(Work instruction):
Print every one of the records verbatim, omitting nothing.

(Saved entries):
★ ★ ★ ★ ★

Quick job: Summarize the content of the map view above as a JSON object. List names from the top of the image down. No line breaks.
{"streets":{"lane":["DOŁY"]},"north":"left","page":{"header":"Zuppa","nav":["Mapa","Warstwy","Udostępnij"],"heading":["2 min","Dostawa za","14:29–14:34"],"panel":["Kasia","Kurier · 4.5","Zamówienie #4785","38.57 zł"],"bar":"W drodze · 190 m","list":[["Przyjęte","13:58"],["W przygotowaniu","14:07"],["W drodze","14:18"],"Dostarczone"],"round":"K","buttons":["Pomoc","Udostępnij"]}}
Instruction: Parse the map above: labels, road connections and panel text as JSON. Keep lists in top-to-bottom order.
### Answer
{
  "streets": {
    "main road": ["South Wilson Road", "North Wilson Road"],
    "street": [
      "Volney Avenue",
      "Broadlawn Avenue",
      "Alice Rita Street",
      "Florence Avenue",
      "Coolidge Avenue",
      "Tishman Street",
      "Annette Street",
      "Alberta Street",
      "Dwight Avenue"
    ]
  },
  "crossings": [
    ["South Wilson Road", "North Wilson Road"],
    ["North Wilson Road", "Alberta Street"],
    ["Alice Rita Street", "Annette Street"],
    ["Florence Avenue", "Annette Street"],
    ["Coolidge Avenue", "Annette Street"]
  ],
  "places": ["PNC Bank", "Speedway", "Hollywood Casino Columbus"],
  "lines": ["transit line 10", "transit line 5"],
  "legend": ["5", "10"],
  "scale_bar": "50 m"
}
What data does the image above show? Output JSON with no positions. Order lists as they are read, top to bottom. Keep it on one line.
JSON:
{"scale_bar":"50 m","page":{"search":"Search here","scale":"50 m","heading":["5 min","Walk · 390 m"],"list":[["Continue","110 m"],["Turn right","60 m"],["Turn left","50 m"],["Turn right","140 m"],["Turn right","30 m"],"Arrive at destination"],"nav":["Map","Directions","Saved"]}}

★ ★ ★ ★ ★

(Reply to the exercise):
Quick job: Summarize the content of the map view above as a JSON object. List names from the top of the image down. No line breaks.
{"streets":{"lane":["DOŁY"]},"north":"left","page":{"header":"Zuppa","nav":["Mapa","Warstwy","Udostępnij"],"heading":["2 min","Dostawa za","14:29–14:34"],"panel":["Kasia","Kurier · 4.5","Zamówienie #4785","38.57 zł"],"bar":"W drodze · 190 m","list":[["Przyjęte","13:58"],["W przygotowaniu","14:07"],["W drodze","14:18"],"Dostarczone"],"round":"K","buttons":["Pomoc","Udostępnij"]}}
Instruction: Parse the map above: labels, road connections and panel text as JSON. Keep lists in top-to-bottom order.
### Answer
{
  "streets": {
    "main road": ["South Wilson Road", "North Wilson Road"],
    "street": [
      "Volney Avenue",
      "Broadlawn Avenue",
      "Alice Rita Street",
      "Florence Avenue",
      "Coolidge Avenue",
      "Tishman Street",
      "Annette Street",
      "Alberta Street",
      "Dwight Avenue"
    ]
  },
  "crossings": [
    ["South Wilson Road", "North Wilson Road"],
    ["North Wilson Road", "Alberta Street"],
    ["Alice Rita Street", "Annette Street"],
    ["Florence Avenue", "Annette Street"],
    ["Coolidge Avenue", "Annette Street"]
  ],
  "places": ["PNC Bank", "Speedway", "Hollywood Casino Columbus"],
  "lines": ["transit line 10", "transit line 5"],
  "legend": ["5", "10"],
  "scale_bar": "50 m"
}
What data does the image above show? Output JSON with no positions. Order lists as they are read, top to bottom. Keep it on one line.
JSON:
{"scale_bar":"50 m","page":{"search":"Search here","scale":"50 m","heading":["5 min","Walk · 390 m"],"list":[["Continue","110 m"],["Turn right","60 m"],["Turn left","50 m"],["Turn right","140 m"],["Turn right","30 m"],"Arrive at destination"],"nav":["Map","Directions","Saved"]}}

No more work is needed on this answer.